Il est mort en 1980 à Paris sous le nom de Romain Gary.
Citoyen du monde déraciné qui n'a jamais trouvé de chez soi.
Écrivain, aviateur, diplomate, Don Juan moderne. (..)
Il se référait souvent au caméléon.
Le caméléon prend la couleur de l'endroit où il se trouve. Pour sa sécurité. On le met sur un tapis rouge, il devient rouge, on le met sur un tapis vert, il devient vert, blanc sur du blanc.Mais une fois sur un tapis écossais, il devient fou.Gary disait, catégorique : c'était ça ou devenir écrivain.
Dès les premiers chapitres niçois de " La Promesse de l'aube", Gary écrit comment, éprouvé par l'adversité et sûr de sa vocation littéraire, il découvrit la valeur de l'humour, " cette façon habile et entièrement satisfaisante de désamorcer le réel au moment même où il va vous tomber dessus".
( p.182)
"Qu'est-ce qui me pousse à ces courses à travers le monde ?" se demandait-il.Il ne savait pas.Après réflexion, il avait l'impression qu'ailleurs se trouvait quelque chose (ou quelqu'un) qui le rapprochait de la réponse et qui apaisait ses souffrances.
( p.395)
Il n'a jamais regretté d'avoir fréquenté l'école polonaise. Pour un écrivain, une langue de plus c'est un trésor, pas un poids.Gary lisait et écrivait couramment en polonais jusqu'à la fin de sa vie, il appréciait les romantiques polonais et pouvait réciter des strophes entières de Mickiewiecz.
Nationalité ? La réponse n'est pas simple.Cela a toujours été un problème pour lui, en tout cas au début. Juive, russe, polonaise, lituanienne ? Il se disait aussi descendant des Tatars ou bien citoyen du monde.
Il jonglait avec les réponses et s'en amusait tant elles étaient nombreuses.
( p.29)
Le russe était la langue de sa mère. Sa première langue à lui.il qualifiait en russe les choses qui arrivaient.Les sentiments.Il pleurait et rêvait en russe.(...)
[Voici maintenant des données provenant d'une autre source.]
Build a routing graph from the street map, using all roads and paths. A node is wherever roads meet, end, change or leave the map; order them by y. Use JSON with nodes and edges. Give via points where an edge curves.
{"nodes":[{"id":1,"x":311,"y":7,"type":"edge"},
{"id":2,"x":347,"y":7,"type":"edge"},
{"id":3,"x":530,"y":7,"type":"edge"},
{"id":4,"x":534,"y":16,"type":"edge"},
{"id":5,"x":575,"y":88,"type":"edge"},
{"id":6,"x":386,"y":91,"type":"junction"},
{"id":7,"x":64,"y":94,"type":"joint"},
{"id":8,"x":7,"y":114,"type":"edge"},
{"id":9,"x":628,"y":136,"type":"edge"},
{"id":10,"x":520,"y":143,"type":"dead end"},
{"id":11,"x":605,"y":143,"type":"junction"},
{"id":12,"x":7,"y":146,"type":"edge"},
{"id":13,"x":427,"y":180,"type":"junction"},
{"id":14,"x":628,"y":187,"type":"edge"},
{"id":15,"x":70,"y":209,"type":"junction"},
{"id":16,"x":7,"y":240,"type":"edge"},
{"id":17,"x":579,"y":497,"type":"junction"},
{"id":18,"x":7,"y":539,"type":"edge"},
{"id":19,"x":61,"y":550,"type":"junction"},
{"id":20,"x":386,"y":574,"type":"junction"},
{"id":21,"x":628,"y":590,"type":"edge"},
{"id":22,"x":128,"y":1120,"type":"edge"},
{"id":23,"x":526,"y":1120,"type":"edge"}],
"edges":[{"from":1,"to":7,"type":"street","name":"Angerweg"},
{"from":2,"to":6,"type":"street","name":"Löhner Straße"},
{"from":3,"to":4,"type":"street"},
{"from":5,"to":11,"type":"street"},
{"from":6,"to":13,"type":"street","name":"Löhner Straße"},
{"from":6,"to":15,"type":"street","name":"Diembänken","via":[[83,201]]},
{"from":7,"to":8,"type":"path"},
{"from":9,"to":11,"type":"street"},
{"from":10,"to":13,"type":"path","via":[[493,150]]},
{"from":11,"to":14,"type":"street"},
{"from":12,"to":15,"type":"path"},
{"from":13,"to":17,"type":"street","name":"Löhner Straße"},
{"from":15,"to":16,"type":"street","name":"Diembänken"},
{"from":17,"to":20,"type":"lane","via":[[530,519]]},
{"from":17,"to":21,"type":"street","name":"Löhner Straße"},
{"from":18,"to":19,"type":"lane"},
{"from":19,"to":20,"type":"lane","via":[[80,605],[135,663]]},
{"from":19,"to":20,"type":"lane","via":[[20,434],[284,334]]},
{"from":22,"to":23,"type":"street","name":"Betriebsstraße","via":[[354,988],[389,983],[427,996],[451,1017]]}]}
Sa mère lui récitait des poèmes en français, couramment mais avec un accent.Pouchkine et Lermontov aussi.Et puis il entendait du polonais dans la cour et dans la rue.
( p.361)
(**À propos d' " Éducation européenne)
Les communistes n'ont jamais publié ce livre en Pologne.Les partisans étaient trop " politiquement impropres", même si l'auteur avait fait en sorte que cela ne se voie pas.Il aimait raconter que les Polonais se reconnaissaient tellement dans cette histoire qu'ils le soupçonnaient d'avoir volé le manuscrit à un de leurs compatriotes aviateurs.